Claims 12 and 20 requires that the only information used to determine a URLs nature is the URL itself.  Conversely, Applicant’s specification describes that other data, such as context and metadata, are not input into the classifier.  Thus, Applicant’s specification is describing data related to the to-be-classified-URL but the claim is directed to all data.  This goes beyond Applicant’s description to exclude training the classifier, or providing other information on how to detect malicious URLs.  This excludes, for example, using a vocabulary of words to perform a contextual embedding, see Applicant’s specification ¶ 28.  Contextual embeddings are required in independent claim 8, on which claim 12 depends.
In other words, it is impossible to determine whether a URL is malicious using only the URL itself, other information on how to decide maliciousness is required.  Claim 12 is not enabled because the plain meaning of the claim requires impossible acts and excludes other limitations previously set forth in independent claim 8.
The test of enablement is analyzed using the Wands factors, MPEP 2164.01:
(A) The breadth of the claims: Claims 12 and 20 require that only a URL is known to the system.
(B) The nature of the invention: URL filtering.
(C) The state of the prior art: using multiple inputs to determine if a URL is malicious, see Applicant’s specification ¶ 28.
(D) The level of one of ordinary skill: a programmer
(E) The level of predictability in the art: computer programs are completely predictable.
(F) The amount of direction provided by the inventor: Applicant’s specification does not describe a system that uses only a URL.
(G) The existence of working examples: Applicant’s specification does not describe a system that uses only a URL.
(H) The quantity of experimentation needed to make or use the invention based on the content of the disclosure: The issue is that it is impossible to determine the maliciousness of a URL using only the URL itself. Other information is necessary, model training information, lists of known malicious URLs or patterns, etc.  
Thus, the requirement of claims 12 and 20: “wherein the URL is the only input processed to generate the decision statistic” lacks enablement for being impossible to implement.  

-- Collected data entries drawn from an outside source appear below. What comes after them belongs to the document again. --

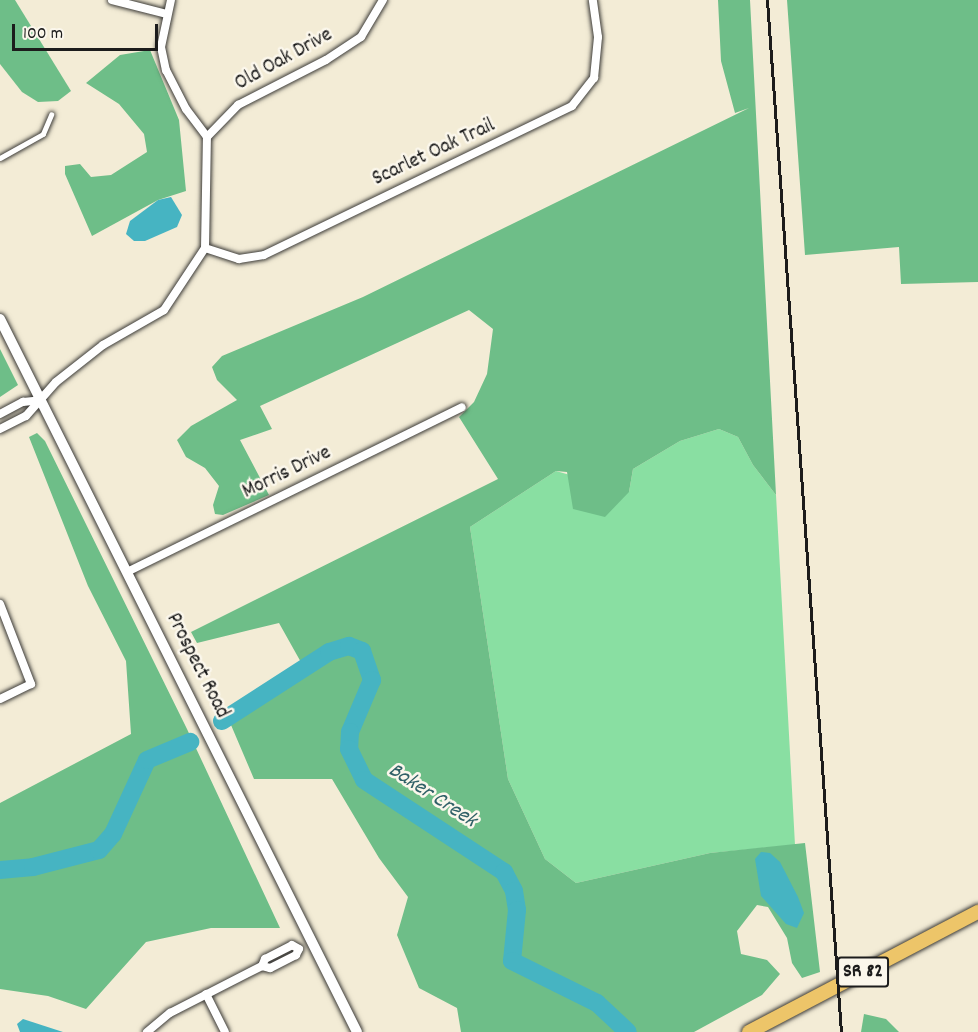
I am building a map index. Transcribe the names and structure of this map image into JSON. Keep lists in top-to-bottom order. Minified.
{"streets":{"main road":["SR 82"],"street":["Old Oak Drive","Scarlet Oak Trail","Morris Drive","Prospect Road"]},"crossings":[["Morris Drive","Prospect Road"]],"water":["Baker Creek"],"scale_bar":"100 m"}
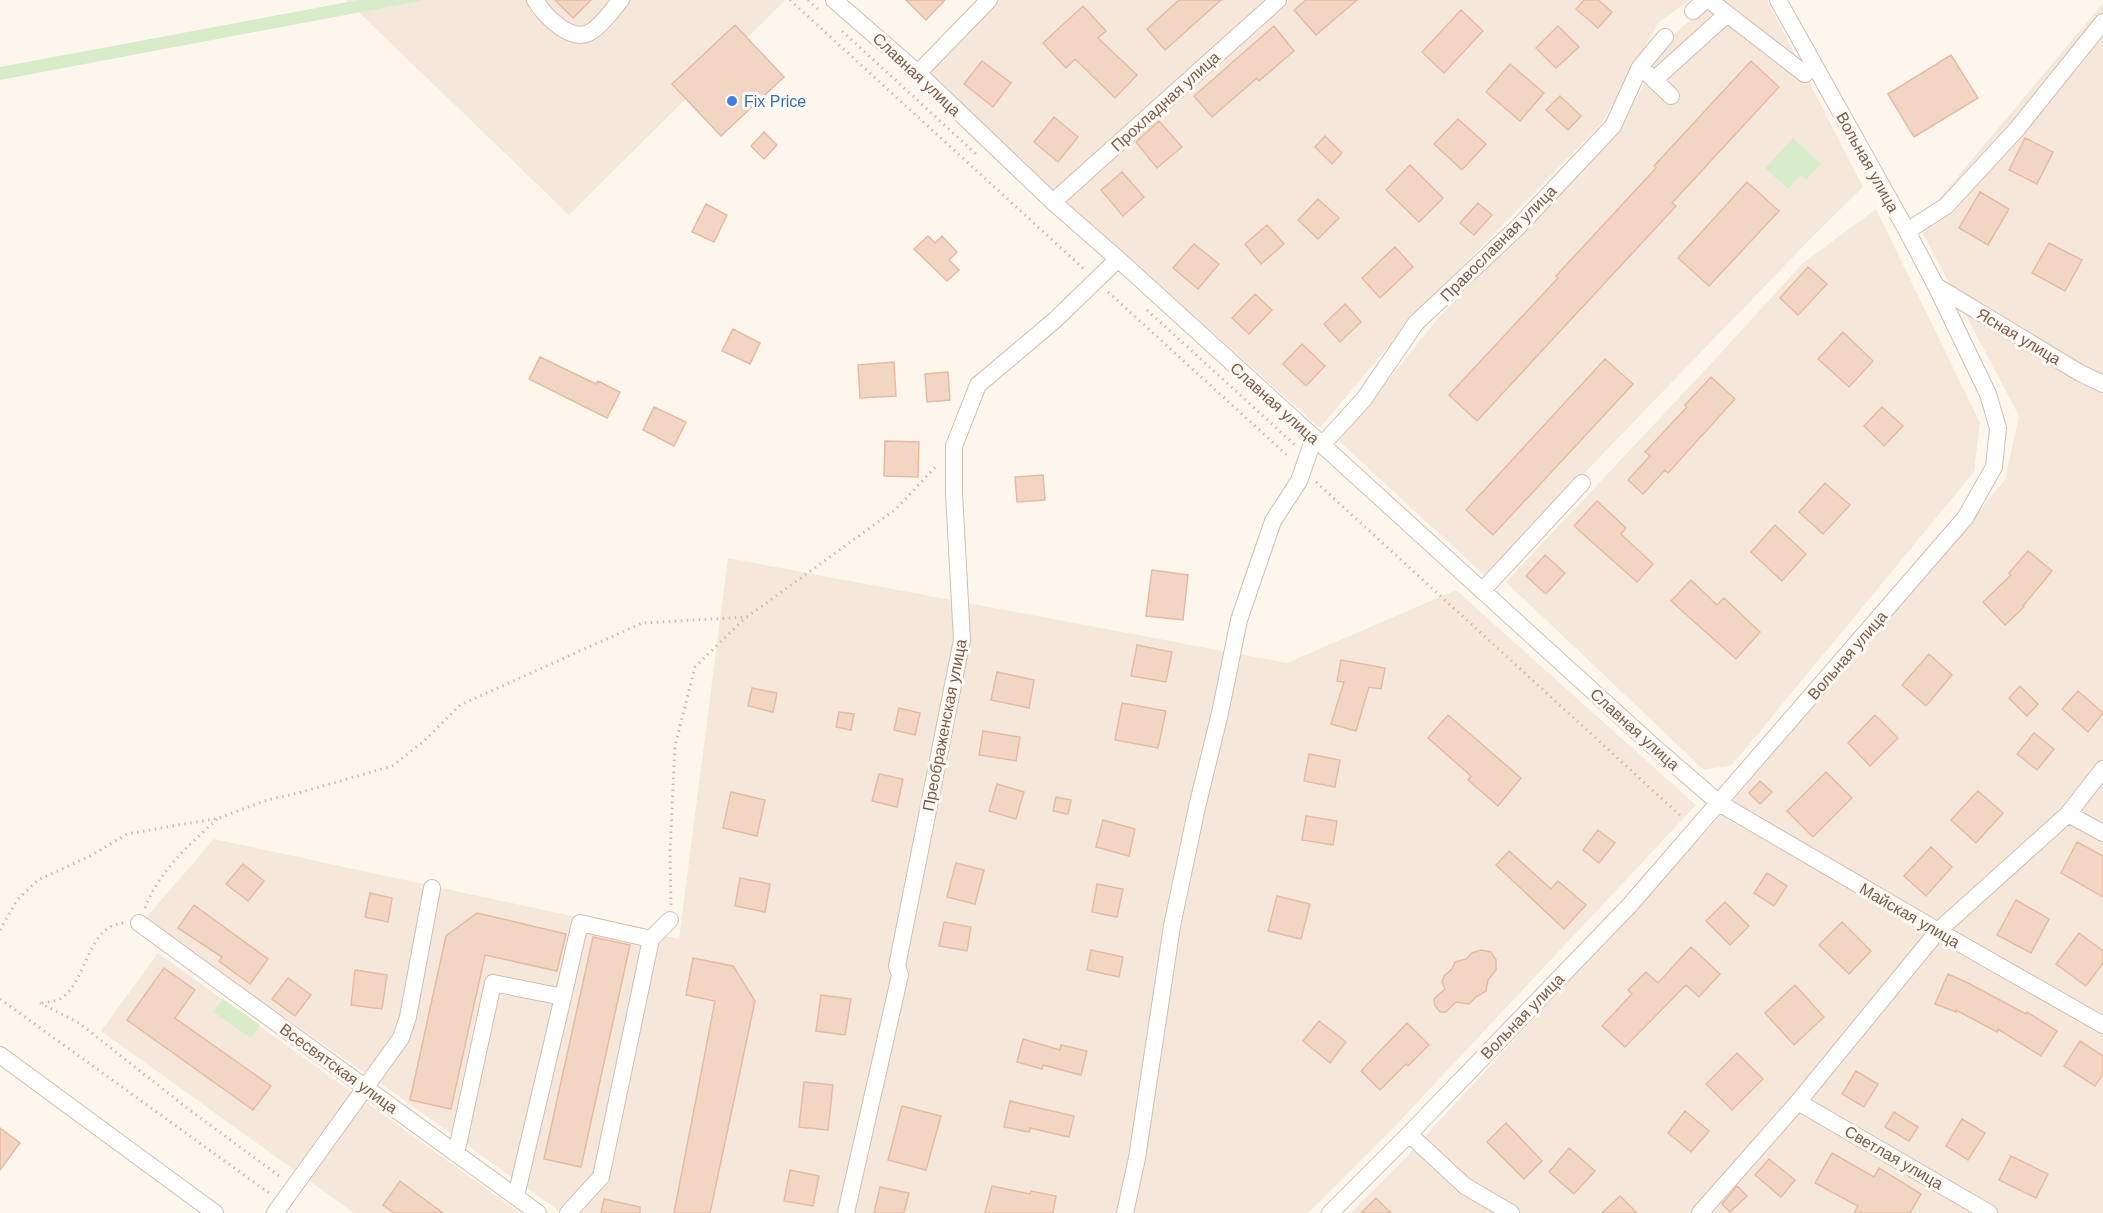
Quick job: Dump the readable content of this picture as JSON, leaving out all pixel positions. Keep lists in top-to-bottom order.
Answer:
{
  "streets": {
    "street": [
      "Славная улица",
      "Прохладная улица",
      "Вольная улица",
      "Православная улица",
      "Ясная улица",
      "Преображенская улица",
      "Майская улица",
      "Всесвятская улица",
      "Светлая улица"
    ]
  },
  "crossings": [
    ["Славная улица", "Прохладная улица"],
    ["Славная улица", "Вольная улица"],
    ["Славная улица", "Православная улица"],
    ["Славная улица", "Преображенская улица"],
    ["Славная улица", "Майская улица"],
    ["Вольная улица", "Ясная улица"],
    ["Вольная улица", "Майская улица"]
  ],
  "places": ["Fix Price"]
}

The following is a quotation of 35 U.S.C. 112(b):
(b)  CONCLUSION.—The specification shall conclude with one or more claims particularly pointing out and distinctly claiming the subject matter which the inventor or a joint inventor regards as the invention.


The following is a quotation of 35 U.S.C. 112 (pre-AIA ), second paragraph:
The specification shall conclude with one or more claims particularly pointing out and distinctly claiming the subject matter which the applicant regards as his invention.


Claims 1-20 are rejected under 35 U.S.C. 112(b) or 35 U.S.C. 112 (pre-AIA ), second paragraph, as being indefinite for failing to particularly point out and distinctly claim the subject matter which the inventor or a joint inventor (or for applications subject to pre-AIA  35 U.S.C. 112, the applicant), regards as the invention.
Each of the independent claims 1, 8, and 16 require: 
“a method for displaying a class indication for unstructured text in a URL”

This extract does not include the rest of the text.